Conclusions and Recommendations
Vitamin D deficiency is a frequent finding among Egyptian children with AR when compared to the healthy group. A significant inverse association was observed between vitamin D levels and AR disease severity, therefore determining vitamin D levels should be considered in the assessment of children with AR. Additional studies are required to determine the effects, dose, and duration of vitamin D therapy for the management of AR. Moreover, more studies are essential to fully elucidate the actual mechanism of action of vitamin D in AR.
Footnotes
Authors’ Note
All authors have read and agreed with the content of this study and no portion of this work has been published previously or is under consideration for publication elsewhere and is an original article. Khaled Saad, Abobakr Abdelmoghny, Mohamed Diab Aboul-Khair, Yasser Farouk Abdel-Raheem, Bahaa Hawary conceptualized the study design, writing of the paper, collection of sample and interpretation of data. Asmaa M. Zahran and Mohamd A. Alblihed did all the laboratory tests for our studied children. Amira Elhoufey and Ahmed El-Sayed Hammour did the statistical analysis of data. The protocol of this study was in accordance with the regulations of the relevant clinical research Ethics Committee and with those of the code of ethics of the world medical association Declaration of Helsinki.

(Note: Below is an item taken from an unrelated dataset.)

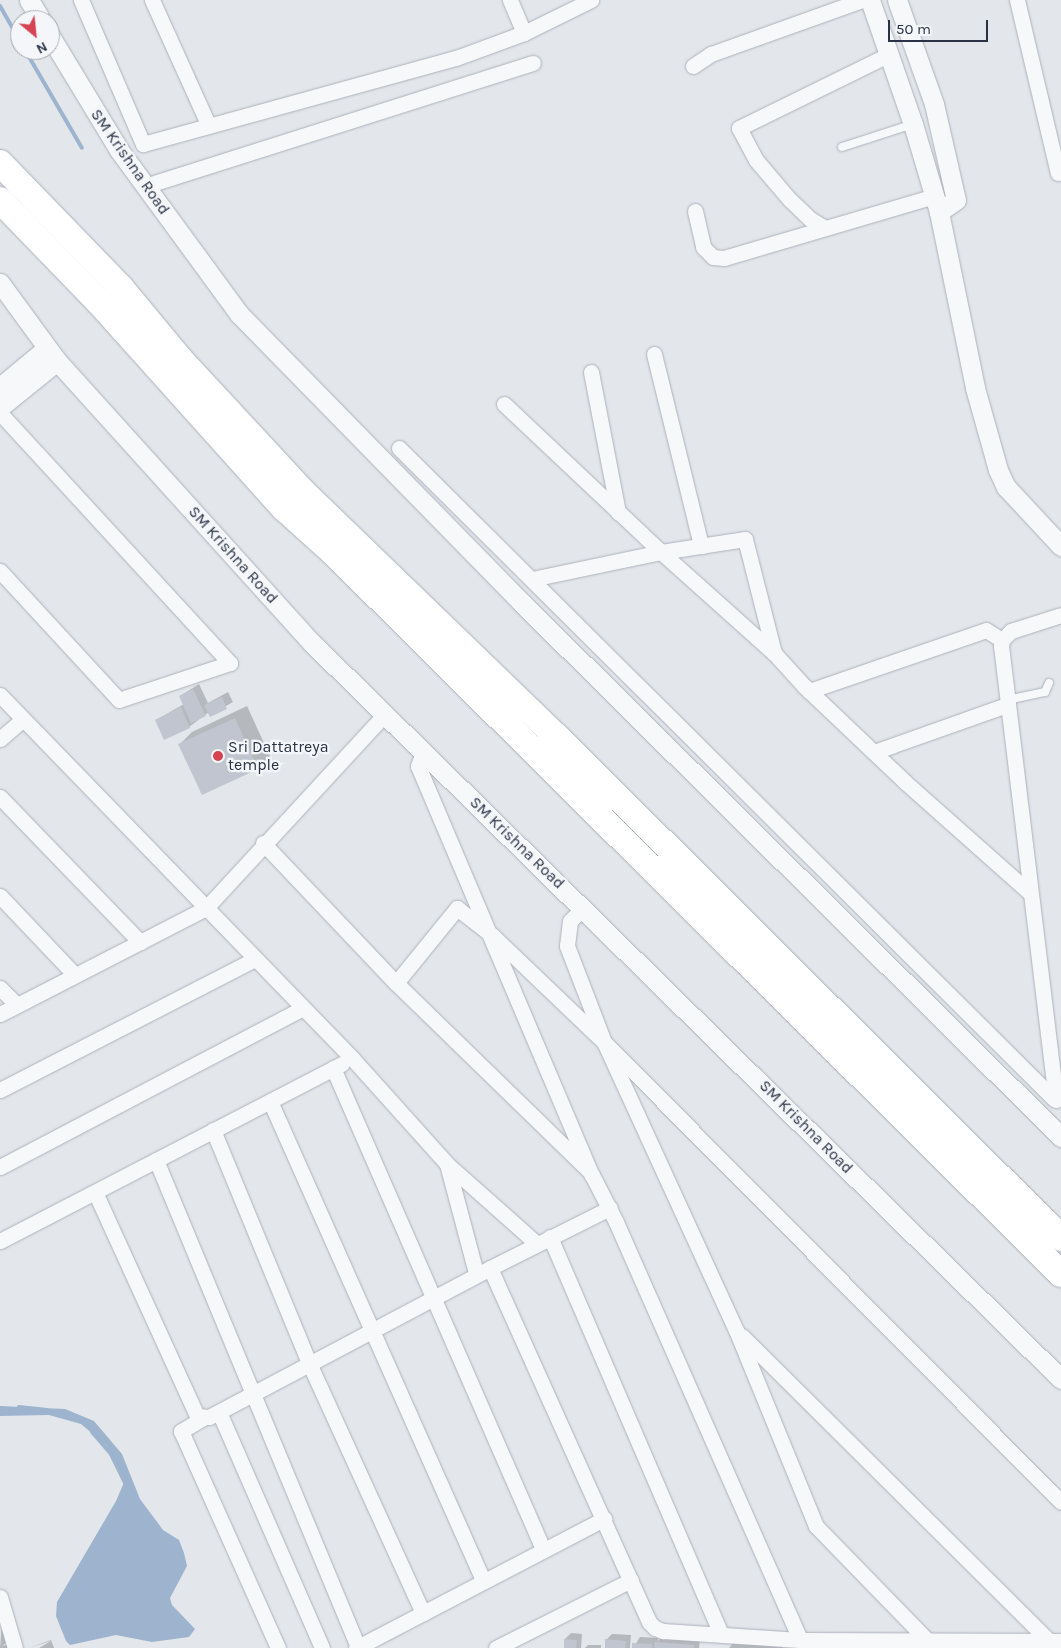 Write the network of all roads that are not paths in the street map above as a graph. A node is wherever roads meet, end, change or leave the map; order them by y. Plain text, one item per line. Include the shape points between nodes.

Written informed consents of caregivers of all children were taken according to the Ethical Committee of Faculty of Medicine, Assiut University, Egypt, the date of approval January 2, 2015 (number 126-1-2015).
Conflict of Interest Statement
The author(s) declared no potential conflicts of interest with respect to the research, authorship, and/or publication of this article.
Funding
The author(s) received no financial support for the research, authorship, and/or publication of this article.